The $600,000 Joyride: Local hacker and former LulzSec member on why he went to prison
Published: October 30, 2013
“He said, ‘Hey man, there are groups forming, a bunch of close people I’ve known for a long time. You’ll learn a lot and I’d really like your help with this,’” says Rivera, who initially rebuffed him. “Then he was like, ‘You always ask about learning the next thing—how to get to that point where you know it—and this will do it.’”
Rivera ultimately assented and wound up speaking to the group’s leader, Sabu, aka Hector Xavier Monsegur. Anonymous is a loose, leaderless umbrella with numerous factions. As Anonymous as a whole became more interested in activism, some of the hackers and miscreants who liked the group’s former smart-ass irreverence and lighthearted, trouble-making ways began complaining. They missed their old maverick, wildcard style and beginning in April of 2011 developed their own section of Anonymous dedicated to no greater cause than their own amusement, or, in their parlance: “lulz.”
After some extensive vetting and vouching, Rivera was finally invited to the inner sanctum of their private chatroom where he talked freely with some very talented hackers. It was a heady couple weeks, before they told him it was time for him to get his hands dirty.
“Eventually when you’re idle a long time, the head honcho is like ‘you have to do something or you have to get out.’ And that’s where my involvement in Sony happened,” says Rivera, who went by the handle Neuron. “I knew what was gong to happen and, looking back, I should’ve said no … but [my] young, stupid self was more than happy to oblige.”
He continues, “I mean, I agree with a majority of Anonymous’ and LulzSec’s ideas—but at the core I was there for the knowledge. I didn’t have it, and they were considered the best at the time … They were doing a lot of crazy stuff, so I said ‘that sounds like a place to learn.’ And I did learn. Just talking to them I learned way more than I could’ve [in school].”
When the Whip Comes Down
Over the Memorial Day weekend in 2011, Kretsinger and Rivera compromised the Sony Pictures’ computers using a SQL Injection technique. This is a fairly common hacker trick that involves using security inadequacies to inject the hacker’s own code into that system. (The attack is notably distinct from the still unexplained—at least publicly—incident which brought down Sony’s Playstation Network.)
They made off with passwords and personal details of over a million users, then crowed on Twitter about how Sony shamefully failed to encrypt users’ passwords, and asked “Why do you put such faith in a company that allows itself to become open to these simple attacks?”

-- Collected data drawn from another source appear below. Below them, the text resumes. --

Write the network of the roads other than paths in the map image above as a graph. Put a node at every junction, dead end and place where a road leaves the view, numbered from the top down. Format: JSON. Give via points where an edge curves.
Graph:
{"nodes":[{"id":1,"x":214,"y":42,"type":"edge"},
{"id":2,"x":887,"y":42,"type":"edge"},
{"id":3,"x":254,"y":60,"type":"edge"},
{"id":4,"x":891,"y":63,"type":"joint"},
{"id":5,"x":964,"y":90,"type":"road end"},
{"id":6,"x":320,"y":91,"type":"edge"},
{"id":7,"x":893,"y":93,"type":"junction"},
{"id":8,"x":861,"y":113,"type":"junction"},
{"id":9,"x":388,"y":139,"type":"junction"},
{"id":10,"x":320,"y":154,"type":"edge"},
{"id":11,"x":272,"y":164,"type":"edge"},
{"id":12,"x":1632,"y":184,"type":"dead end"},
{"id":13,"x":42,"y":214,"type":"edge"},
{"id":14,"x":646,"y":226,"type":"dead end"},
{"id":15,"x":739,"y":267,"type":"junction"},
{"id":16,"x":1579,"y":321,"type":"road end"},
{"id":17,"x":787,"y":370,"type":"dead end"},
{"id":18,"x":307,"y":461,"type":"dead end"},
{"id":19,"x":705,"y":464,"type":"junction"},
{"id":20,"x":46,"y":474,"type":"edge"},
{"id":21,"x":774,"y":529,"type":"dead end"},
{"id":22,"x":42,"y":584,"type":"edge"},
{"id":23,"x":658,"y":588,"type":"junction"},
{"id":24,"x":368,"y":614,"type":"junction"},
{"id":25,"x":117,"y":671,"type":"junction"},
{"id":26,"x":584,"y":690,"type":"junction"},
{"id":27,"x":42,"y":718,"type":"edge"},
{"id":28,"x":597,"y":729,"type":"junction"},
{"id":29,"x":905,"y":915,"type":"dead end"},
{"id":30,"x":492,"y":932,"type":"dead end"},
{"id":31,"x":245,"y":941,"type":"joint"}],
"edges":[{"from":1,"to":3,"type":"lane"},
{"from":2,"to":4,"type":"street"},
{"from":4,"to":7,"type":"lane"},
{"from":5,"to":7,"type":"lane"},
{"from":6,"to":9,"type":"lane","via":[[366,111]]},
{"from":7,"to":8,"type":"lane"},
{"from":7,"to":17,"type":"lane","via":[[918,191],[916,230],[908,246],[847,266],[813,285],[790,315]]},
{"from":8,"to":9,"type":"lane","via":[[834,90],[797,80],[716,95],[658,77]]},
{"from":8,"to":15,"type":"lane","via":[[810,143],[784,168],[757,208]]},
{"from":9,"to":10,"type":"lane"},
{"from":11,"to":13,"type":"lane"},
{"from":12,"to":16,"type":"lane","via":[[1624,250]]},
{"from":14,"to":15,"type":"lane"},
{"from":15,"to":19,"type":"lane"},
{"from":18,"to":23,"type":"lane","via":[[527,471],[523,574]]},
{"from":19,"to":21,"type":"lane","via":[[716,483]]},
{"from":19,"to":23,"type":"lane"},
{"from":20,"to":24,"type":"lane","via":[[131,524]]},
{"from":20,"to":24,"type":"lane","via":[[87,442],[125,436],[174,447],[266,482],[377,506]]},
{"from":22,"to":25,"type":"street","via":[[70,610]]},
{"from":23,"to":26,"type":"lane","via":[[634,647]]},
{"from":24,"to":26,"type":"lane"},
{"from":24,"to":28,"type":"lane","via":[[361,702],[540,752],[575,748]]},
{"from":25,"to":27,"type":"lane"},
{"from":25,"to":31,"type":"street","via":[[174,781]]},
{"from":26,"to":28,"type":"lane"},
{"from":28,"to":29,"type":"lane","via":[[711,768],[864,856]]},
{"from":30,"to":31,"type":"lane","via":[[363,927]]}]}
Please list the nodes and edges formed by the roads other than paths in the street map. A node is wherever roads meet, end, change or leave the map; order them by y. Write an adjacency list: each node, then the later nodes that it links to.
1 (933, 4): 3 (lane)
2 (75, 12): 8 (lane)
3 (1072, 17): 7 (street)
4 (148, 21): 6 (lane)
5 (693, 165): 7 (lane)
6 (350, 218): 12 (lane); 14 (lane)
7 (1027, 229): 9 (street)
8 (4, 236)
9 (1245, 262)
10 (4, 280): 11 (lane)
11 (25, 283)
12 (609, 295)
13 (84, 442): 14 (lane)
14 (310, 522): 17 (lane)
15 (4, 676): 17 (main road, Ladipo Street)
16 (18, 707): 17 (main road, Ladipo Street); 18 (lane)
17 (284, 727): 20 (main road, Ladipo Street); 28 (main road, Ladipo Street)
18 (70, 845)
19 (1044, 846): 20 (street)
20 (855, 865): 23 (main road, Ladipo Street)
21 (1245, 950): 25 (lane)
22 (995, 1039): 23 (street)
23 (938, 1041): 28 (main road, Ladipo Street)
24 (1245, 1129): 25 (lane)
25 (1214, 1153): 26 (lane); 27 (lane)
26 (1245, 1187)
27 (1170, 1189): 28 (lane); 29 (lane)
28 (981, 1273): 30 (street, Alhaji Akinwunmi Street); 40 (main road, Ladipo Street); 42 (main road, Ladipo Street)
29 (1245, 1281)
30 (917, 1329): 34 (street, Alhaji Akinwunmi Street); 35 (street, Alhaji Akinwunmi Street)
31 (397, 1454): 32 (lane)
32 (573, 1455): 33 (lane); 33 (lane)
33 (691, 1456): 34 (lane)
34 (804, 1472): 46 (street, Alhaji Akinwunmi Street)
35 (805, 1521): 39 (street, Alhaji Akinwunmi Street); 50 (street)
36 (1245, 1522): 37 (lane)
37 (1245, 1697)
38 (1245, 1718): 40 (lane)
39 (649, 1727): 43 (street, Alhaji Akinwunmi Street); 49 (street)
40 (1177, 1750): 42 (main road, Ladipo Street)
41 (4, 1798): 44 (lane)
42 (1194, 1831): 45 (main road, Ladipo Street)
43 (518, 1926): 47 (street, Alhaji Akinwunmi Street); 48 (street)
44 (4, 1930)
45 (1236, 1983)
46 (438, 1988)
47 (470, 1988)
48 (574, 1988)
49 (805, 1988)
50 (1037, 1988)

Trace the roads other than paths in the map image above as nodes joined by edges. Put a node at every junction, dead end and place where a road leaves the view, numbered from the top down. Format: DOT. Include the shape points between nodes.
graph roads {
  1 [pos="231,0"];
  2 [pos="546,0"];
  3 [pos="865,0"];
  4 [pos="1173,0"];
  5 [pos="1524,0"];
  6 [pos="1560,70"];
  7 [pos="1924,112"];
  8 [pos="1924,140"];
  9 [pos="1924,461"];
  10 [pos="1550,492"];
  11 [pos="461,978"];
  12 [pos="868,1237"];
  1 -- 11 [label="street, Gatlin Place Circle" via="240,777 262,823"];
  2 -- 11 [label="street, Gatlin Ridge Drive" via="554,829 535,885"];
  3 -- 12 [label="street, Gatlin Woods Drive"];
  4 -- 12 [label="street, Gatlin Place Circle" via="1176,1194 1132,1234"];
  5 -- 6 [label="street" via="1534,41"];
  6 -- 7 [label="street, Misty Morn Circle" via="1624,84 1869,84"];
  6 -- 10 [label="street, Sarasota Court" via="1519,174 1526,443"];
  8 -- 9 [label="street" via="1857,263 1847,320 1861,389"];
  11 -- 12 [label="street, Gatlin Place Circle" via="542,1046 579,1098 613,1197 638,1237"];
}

Though they took precautions, law enforcement ultimately subpoenaed information from UK site HideMyAss.com, a virtual private network which provides proxy servers to disguise the user’s source IP address. When the company turned over their records to the FBI, Kretsinger was a goner.
“I was there the night that Cody got raided and I talked to him after. He was freaking out. I remember thinking ‘that’s the end. They’re going to go through him to get to me,’” Rivera says of Kretsinger’s September 11 arrest. “I didn’t think they were going to actually get him to help, but he did.”